Stored items:
┏━━

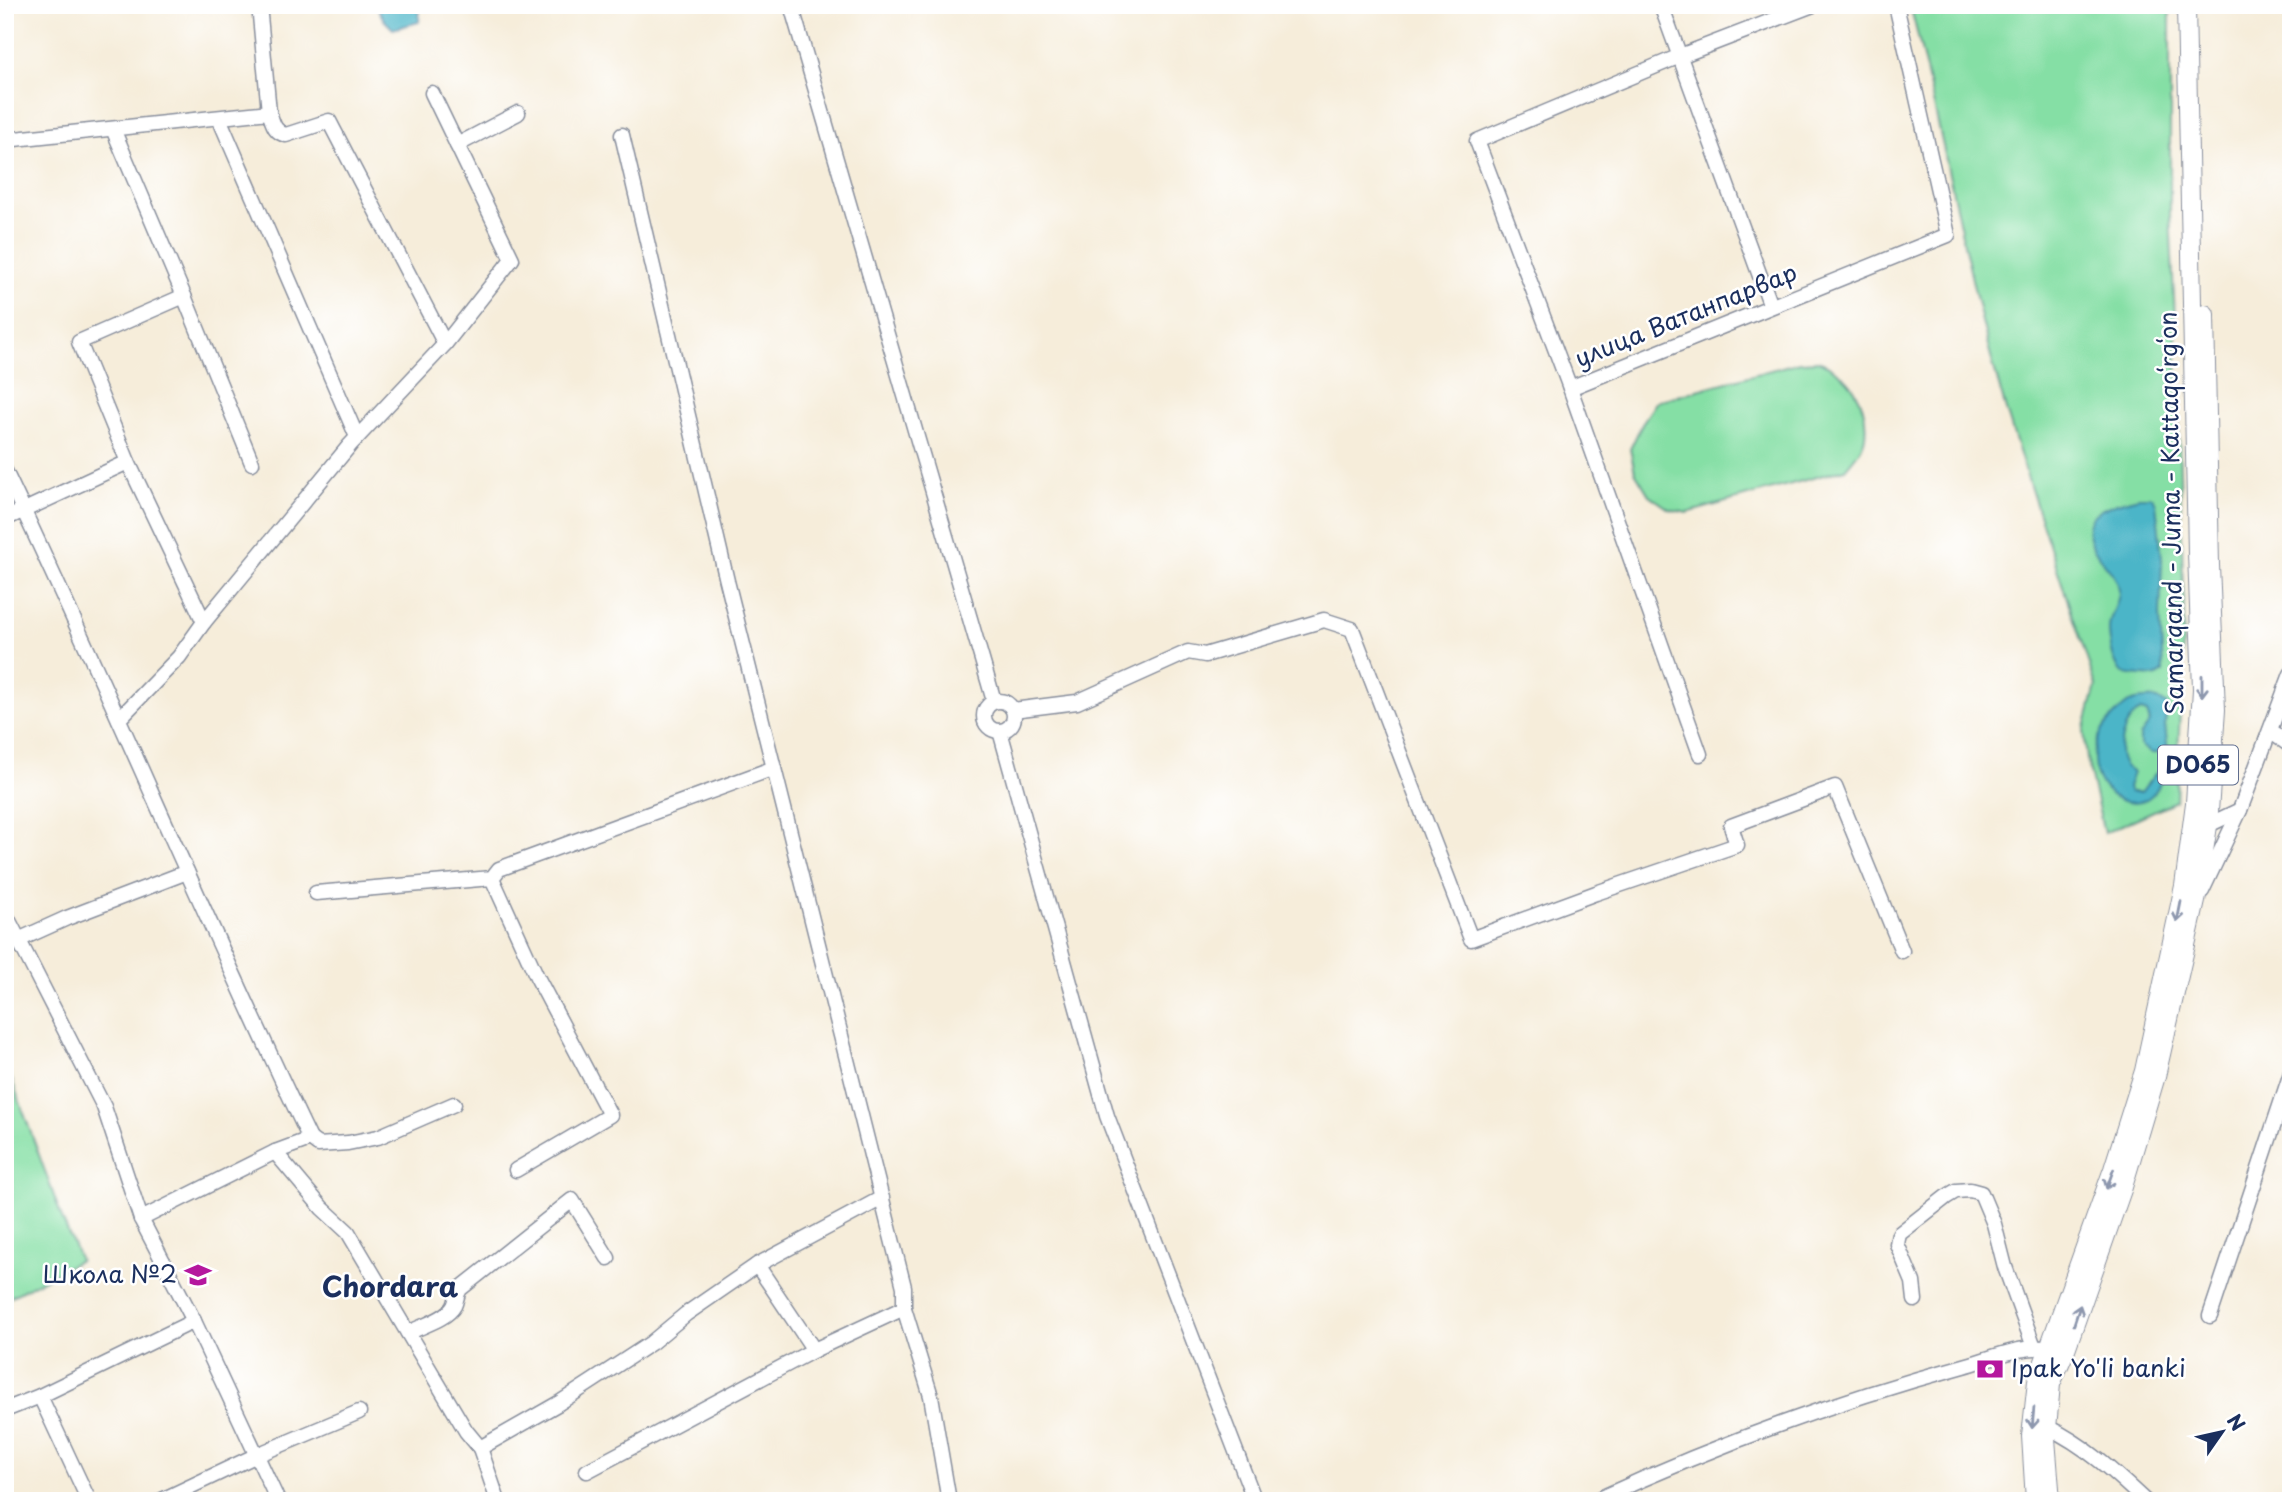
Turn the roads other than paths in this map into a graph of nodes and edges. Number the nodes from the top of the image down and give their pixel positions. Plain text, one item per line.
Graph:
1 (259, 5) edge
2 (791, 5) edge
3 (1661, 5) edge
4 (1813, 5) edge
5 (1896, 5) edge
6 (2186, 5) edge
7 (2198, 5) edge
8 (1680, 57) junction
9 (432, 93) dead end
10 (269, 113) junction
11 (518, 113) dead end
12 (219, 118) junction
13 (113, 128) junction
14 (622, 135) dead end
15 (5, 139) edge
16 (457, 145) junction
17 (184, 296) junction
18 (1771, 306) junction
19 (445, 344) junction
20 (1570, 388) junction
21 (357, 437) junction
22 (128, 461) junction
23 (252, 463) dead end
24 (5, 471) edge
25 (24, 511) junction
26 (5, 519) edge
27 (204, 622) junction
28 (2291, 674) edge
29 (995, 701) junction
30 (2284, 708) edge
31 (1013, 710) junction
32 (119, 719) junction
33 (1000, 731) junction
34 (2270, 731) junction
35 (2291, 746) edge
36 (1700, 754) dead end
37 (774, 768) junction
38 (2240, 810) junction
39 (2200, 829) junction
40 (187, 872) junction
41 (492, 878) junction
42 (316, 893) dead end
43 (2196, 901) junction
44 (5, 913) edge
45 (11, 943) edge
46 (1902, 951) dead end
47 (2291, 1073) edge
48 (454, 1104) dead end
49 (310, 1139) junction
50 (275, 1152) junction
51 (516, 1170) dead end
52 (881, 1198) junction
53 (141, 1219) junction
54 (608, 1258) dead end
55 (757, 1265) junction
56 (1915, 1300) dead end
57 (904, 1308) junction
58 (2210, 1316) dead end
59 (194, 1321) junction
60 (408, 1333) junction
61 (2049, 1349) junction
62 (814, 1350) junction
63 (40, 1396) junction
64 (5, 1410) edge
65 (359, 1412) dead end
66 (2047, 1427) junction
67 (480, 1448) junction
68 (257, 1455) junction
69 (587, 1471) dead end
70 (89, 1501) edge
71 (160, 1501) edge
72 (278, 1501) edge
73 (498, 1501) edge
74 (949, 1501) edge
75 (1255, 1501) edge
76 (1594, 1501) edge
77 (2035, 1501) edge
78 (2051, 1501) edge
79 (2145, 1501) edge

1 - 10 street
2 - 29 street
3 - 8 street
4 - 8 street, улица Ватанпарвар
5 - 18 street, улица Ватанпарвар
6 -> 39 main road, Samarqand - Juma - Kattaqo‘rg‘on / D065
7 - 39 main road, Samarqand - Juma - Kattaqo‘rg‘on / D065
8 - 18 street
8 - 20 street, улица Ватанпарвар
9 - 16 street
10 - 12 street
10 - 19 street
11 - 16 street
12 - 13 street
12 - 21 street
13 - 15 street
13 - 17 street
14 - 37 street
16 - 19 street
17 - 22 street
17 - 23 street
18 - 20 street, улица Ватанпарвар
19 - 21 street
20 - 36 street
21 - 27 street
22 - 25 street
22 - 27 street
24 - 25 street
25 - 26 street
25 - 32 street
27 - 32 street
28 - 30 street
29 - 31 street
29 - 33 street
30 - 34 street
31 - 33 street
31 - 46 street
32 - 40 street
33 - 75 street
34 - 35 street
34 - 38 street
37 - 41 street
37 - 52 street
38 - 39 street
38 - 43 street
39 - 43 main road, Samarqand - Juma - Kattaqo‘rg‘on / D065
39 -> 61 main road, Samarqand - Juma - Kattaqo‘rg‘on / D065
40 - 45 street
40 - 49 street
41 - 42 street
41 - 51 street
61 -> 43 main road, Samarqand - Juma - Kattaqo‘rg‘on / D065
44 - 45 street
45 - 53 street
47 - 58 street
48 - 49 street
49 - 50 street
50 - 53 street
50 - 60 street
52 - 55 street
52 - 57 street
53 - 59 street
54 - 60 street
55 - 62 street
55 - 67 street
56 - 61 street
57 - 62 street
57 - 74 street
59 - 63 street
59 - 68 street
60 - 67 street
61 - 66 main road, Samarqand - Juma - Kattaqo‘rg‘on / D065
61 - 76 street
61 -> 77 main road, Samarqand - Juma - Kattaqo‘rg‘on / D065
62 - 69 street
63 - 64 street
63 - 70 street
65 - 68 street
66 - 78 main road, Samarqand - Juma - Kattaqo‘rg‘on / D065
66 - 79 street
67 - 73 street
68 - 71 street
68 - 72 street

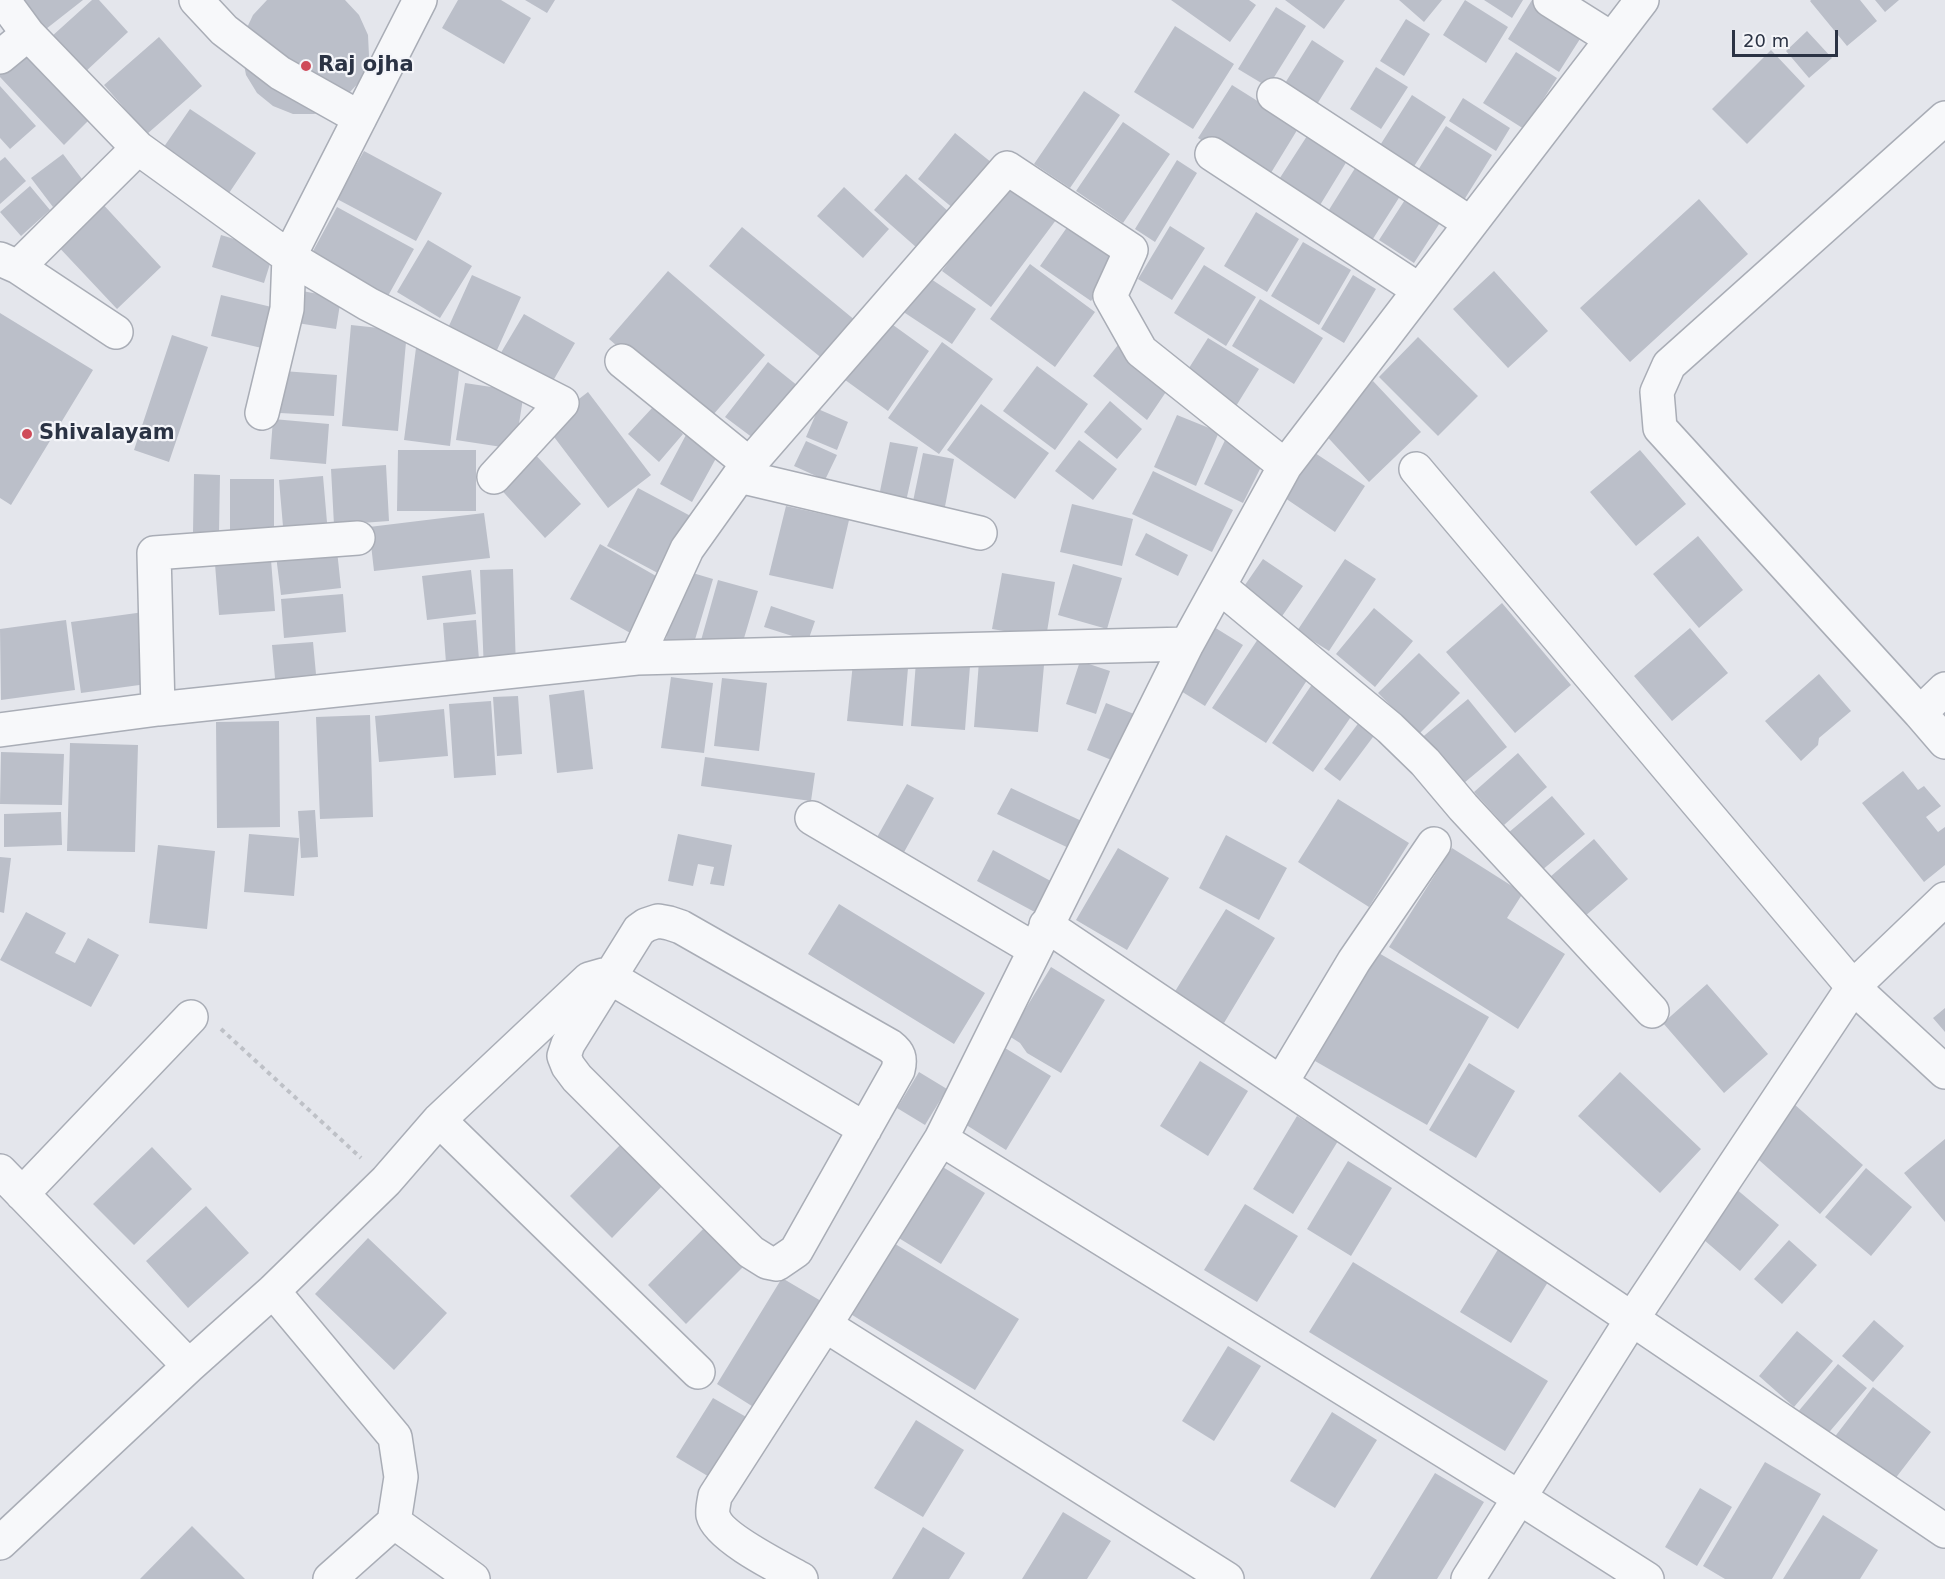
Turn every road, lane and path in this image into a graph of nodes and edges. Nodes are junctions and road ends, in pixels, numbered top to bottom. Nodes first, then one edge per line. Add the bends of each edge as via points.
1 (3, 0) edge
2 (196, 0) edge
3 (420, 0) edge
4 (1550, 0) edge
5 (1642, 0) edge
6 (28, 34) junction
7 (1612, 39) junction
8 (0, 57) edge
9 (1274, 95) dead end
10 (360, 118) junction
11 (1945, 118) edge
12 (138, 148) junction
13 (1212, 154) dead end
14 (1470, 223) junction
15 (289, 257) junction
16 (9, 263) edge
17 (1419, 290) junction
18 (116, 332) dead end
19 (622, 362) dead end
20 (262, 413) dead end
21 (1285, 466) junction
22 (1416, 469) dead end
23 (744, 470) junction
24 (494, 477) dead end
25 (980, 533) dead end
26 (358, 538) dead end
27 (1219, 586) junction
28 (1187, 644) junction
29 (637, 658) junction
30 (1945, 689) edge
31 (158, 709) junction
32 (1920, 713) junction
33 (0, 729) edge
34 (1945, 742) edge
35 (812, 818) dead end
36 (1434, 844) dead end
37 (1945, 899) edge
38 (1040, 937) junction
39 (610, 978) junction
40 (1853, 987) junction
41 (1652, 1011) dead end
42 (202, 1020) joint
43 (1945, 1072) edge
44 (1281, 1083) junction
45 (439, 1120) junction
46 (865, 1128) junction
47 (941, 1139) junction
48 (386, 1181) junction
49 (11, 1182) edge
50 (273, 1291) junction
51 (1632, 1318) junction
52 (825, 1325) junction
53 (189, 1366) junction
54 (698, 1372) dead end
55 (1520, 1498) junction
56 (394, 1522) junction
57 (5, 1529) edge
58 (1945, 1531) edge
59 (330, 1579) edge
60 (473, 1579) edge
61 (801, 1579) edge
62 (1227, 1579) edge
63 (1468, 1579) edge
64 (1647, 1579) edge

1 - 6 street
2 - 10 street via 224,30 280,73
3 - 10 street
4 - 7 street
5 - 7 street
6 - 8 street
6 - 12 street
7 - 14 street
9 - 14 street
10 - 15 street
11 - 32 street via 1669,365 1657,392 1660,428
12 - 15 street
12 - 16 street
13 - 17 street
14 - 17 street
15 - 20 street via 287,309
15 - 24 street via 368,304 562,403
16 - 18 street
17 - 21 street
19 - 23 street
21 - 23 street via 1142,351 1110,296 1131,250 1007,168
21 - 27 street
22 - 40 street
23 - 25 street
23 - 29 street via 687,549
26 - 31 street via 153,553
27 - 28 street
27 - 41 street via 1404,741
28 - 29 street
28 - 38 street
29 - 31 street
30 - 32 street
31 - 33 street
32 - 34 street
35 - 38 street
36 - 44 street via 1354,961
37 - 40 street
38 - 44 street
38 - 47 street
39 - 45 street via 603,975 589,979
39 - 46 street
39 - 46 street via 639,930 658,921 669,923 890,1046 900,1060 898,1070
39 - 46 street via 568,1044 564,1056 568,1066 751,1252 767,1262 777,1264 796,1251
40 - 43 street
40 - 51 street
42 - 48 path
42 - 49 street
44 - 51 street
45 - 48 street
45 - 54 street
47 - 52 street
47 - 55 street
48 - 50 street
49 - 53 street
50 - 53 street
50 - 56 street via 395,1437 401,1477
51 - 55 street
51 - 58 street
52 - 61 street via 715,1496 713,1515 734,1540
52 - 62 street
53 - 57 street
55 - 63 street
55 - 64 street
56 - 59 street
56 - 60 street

┗━━

ASSIGNED TASK:
Looking at the records above, work out how many lines contain "Ватанпарвар". Give the number only.

TASK ANSWER:
4